Yvonne Sorrel-Dejerine (25 May 1891 in Paris – 26 July 1986) was a French neurologist.

== Life and work ==
Yvonne was the daughter of Jules Déjerine (1849–1917) and Augusta Déjerine-Klumpke (1859–1927), both neurologists. After her secondary education at Collège Sévigné, she obtained a degree in Natural Sciences from the Sorbonne, followed by the PCN (Certificate of physical, chemical and biological studies), enabling her to study medicine. Sorrel-Dejerine published her doctorate thesis on tuberculous paraplegias in 1925.

After completing her externship, including a semester spent in her father's neurology department at the Pitié-Salpêtrière Hospital, she passed the competitive examination for the internship at Paris hospitals in 1921.

On 13 April 1921, she married surgeon Étienne Sorrel, head of the department at the Assistance Public Hospital in Berck, France.
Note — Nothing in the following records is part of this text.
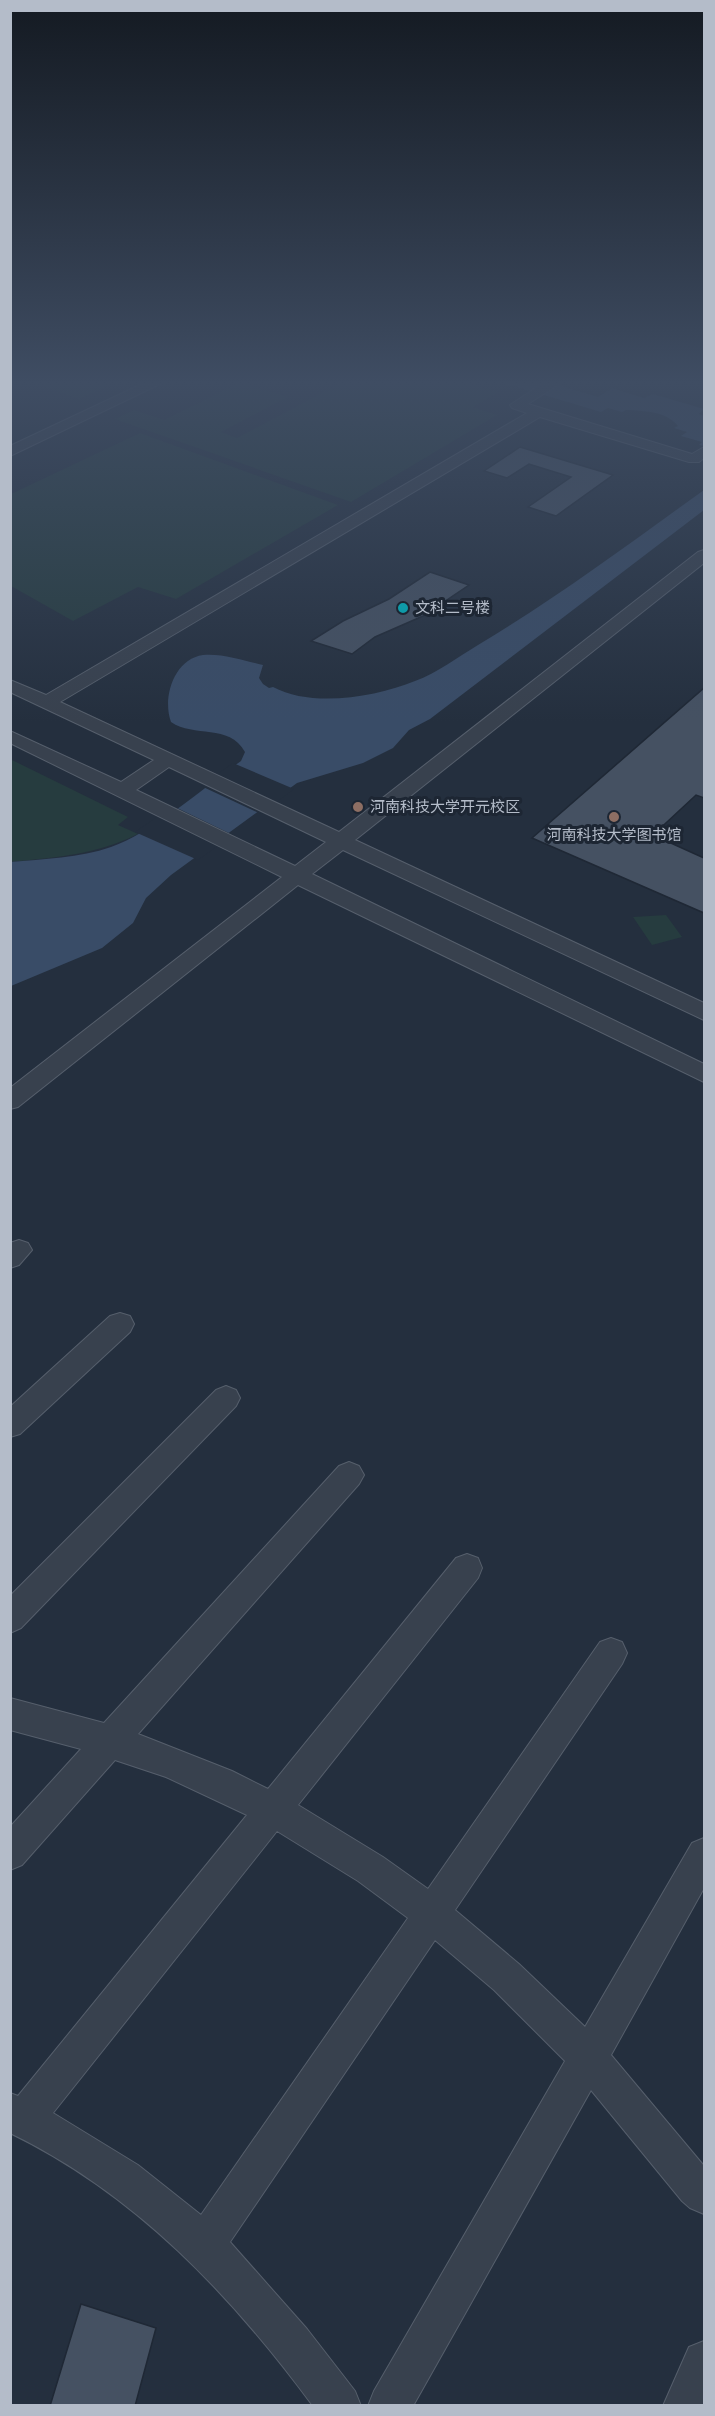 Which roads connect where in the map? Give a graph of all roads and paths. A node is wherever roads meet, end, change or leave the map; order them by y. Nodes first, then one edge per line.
1 (395, 497) edge
2 (705, 555) edge
3 (10, 685) edge
4 (47, 702) junction
5 (10, 736) edge
6 (168, 759) junction
7 (122, 790) junction
8 (341, 841) junction
9 (297, 876) junction
10 (705, 1012) edge
11 (705, 1074) edge
12 (10, 1101) edge
13 (120, 1324) dead end
14 (226, 1398) dead end
15 (10, 1425) edge
16 (349, 1475) dead end
17 (467, 1568) dead end
18 (10, 1618) edge
19 (610, 1653) dead end
20 (10, 1713) edge
21 (110, 1741) junction
22 (272, 1811) junction
23 (10, 1853) edge
24 (705, 1855) edge
25 (430, 1914) junction
26 (587, 2059) junction
27 (17, 2115) edge
28 (705, 2194) edge
29 (203, 2246) junction
30 (705, 2362) edge
31 (340, 2406) edge
32 (389, 2406) edge
33 (684, 2406) edge

1 - 4 street
2 - 8 street
3 - 4 street
4 - 6 street
5 - 7 street
6 - 7 street
6 - 8 street
7 - 9 street
8 - 9 street
8 - 10 street
9 - 11 street
9 - 12 street
13 - 15 street
14 - 18 street
16 - 21 street
17 - 22 street
19 - 25 street
20 - 21 street
21 - 22 street
21 - 23 street
22 - 25 street
22 - 27 street
24 - 26 street
25 - 26 street
25 - 29 street
26 - 28 street
26 - 32 street
27 - 29 street
29 - 31 street
30 - 33 street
Working as an intern in the Berck maritime hospital, Dr. Sorrel-Dejerine had the opportunity to observe numerous cases of vertebral bone tuberculosis of the child. In a publication from 1926, her work with certain spinal cord rehabilitations is described thusly:"With regard to treatment, Madame Sorrel-Dejerine insists that complete fixation in a recumbent position is essential, and unhesitatingly condemns the "ambulatory" treatment with spinal jackets. Operative treatment is also condemned as unnecessary and ineffective, and indeed her experience in these 44 cases is so good as amply to justify the attitude which she adopts in this respect."She was awarded the Lallemand Prize from the Academy of Sciences for her work titled "Contribution a l'etude des paraplegies pottiques" in 1926.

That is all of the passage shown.